Content starts

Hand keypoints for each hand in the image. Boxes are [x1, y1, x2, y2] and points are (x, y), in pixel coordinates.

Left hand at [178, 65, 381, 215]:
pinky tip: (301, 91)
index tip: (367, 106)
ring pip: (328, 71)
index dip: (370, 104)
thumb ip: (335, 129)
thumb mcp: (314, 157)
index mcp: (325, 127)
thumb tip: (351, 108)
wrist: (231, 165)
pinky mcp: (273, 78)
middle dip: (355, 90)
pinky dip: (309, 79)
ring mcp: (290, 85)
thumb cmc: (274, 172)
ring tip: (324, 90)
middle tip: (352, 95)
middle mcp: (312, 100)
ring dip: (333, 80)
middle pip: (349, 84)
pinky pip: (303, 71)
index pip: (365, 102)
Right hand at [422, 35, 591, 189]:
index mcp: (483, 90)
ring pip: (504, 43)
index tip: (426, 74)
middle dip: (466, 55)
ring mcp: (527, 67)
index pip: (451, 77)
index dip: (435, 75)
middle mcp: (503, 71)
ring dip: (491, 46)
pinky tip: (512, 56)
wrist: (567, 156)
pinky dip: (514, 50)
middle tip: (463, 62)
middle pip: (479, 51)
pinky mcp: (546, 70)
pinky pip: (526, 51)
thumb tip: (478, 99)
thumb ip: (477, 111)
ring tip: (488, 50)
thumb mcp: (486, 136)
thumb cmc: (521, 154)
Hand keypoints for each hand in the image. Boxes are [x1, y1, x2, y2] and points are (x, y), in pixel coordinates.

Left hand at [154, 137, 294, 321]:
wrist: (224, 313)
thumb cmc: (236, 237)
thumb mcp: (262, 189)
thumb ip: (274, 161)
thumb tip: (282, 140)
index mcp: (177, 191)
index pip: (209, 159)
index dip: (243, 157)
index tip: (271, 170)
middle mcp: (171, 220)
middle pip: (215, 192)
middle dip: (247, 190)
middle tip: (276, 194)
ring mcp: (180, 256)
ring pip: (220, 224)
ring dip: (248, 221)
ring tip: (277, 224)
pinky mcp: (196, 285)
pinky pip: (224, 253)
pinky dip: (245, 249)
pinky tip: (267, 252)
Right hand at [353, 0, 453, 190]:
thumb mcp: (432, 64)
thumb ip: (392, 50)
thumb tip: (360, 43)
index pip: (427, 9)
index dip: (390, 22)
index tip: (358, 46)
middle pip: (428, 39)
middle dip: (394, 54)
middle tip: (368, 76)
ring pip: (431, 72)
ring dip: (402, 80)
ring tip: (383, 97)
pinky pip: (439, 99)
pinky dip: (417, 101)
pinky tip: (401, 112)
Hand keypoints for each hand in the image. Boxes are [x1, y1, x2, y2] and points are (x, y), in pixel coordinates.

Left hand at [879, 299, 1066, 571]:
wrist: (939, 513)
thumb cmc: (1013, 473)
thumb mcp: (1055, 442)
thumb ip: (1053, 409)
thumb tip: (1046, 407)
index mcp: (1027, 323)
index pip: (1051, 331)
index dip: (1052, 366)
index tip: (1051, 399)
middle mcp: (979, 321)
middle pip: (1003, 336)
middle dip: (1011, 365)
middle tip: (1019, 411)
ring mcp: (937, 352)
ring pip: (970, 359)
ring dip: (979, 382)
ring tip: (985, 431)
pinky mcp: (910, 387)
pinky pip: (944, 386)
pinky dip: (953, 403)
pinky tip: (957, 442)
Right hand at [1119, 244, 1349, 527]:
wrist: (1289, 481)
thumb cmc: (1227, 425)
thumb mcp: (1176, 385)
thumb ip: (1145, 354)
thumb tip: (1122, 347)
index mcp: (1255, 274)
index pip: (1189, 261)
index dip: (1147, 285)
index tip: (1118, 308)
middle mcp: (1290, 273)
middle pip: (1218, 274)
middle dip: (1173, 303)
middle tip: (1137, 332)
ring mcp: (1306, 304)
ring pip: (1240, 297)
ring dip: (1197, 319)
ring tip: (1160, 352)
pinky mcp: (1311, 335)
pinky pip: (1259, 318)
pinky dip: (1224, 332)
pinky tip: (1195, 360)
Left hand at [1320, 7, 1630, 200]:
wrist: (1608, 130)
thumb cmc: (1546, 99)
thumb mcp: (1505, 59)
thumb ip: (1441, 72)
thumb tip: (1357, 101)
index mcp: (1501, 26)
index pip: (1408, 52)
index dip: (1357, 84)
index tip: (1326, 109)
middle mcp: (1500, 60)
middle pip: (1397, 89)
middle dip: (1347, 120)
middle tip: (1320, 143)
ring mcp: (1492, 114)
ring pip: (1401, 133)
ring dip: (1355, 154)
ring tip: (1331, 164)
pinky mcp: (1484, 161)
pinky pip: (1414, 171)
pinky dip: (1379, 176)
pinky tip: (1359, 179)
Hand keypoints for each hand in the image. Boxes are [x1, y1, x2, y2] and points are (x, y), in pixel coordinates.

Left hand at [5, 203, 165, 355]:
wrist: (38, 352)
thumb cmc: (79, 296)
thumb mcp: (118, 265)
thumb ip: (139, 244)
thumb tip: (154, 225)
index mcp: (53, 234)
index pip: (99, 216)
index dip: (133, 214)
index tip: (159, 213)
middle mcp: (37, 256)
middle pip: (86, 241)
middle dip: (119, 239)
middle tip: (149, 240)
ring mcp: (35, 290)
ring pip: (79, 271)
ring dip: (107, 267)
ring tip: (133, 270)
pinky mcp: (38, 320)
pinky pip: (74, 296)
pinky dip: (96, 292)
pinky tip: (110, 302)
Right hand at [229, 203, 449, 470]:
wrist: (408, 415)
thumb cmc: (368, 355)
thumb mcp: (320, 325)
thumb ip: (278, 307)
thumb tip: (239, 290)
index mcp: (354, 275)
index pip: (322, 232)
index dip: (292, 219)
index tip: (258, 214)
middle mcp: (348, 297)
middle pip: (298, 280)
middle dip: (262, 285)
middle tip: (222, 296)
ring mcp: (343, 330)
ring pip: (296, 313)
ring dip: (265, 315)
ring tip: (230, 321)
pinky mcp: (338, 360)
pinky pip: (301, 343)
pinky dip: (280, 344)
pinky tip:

Content ends

Give back, exactly as written, the stretch from the line with "index dip: (1357, 84)" through the line with "index dip: (292, 219)", and no other lines from the records above.

index dip: (1357, 84)
index tip: (1326, 109)
middle mcp: (1500, 60)
middle pip: (1397, 89)
middle dip: (1347, 120)
middle tip: (1320, 143)
ring mcp: (1492, 114)
ring pip: (1401, 133)
ring dip: (1355, 154)
ring tip: (1331, 164)
pinky mcp: (1484, 161)
pinky pip: (1414, 171)
pinky dip: (1379, 176)
pinky tip: (1359, 179)
Hand keypoints for each hand in the image. Boxes are [x1, y1, x2, y2] and points are (x, y), in pixel coordinates.

Left hand at [5, 203, 165, 355]:
wrist: (38, 352)
thumb cmc: (79, 296)
thumb mcp: (118, 265)
thumb ip: (139, 244)
thumb tip: (154, 225)
index mcp: (53, 234)
index pip: (99, 216)
index dip: (133, 214)
index tip: (159, 213)
middle mcp: (37, 256)
middle pip: (86, 241)
middle dip: (119, 239)
middle tip: (149, 240)
ring mcp: (35, 290)
ring pip: (79, 271)
ring dip: (107, 267)
ring tip: (133, 270)
pinky mcp: (38, 320)
pinky pip: (74, 296)
pinky dip: (96, 292)
pinky tip: (110, 302)
Right hand at [229, 203, 449, 470]:
wrist: (408, 415)
thumb cmc: (368, 355)
thumb mcp: (320, 325)
thumb ip: (278, 307)
thumb tip: (239, 290)
index mcp: (354, 275)
index pip: (322, 232)
index dip: (292, 219)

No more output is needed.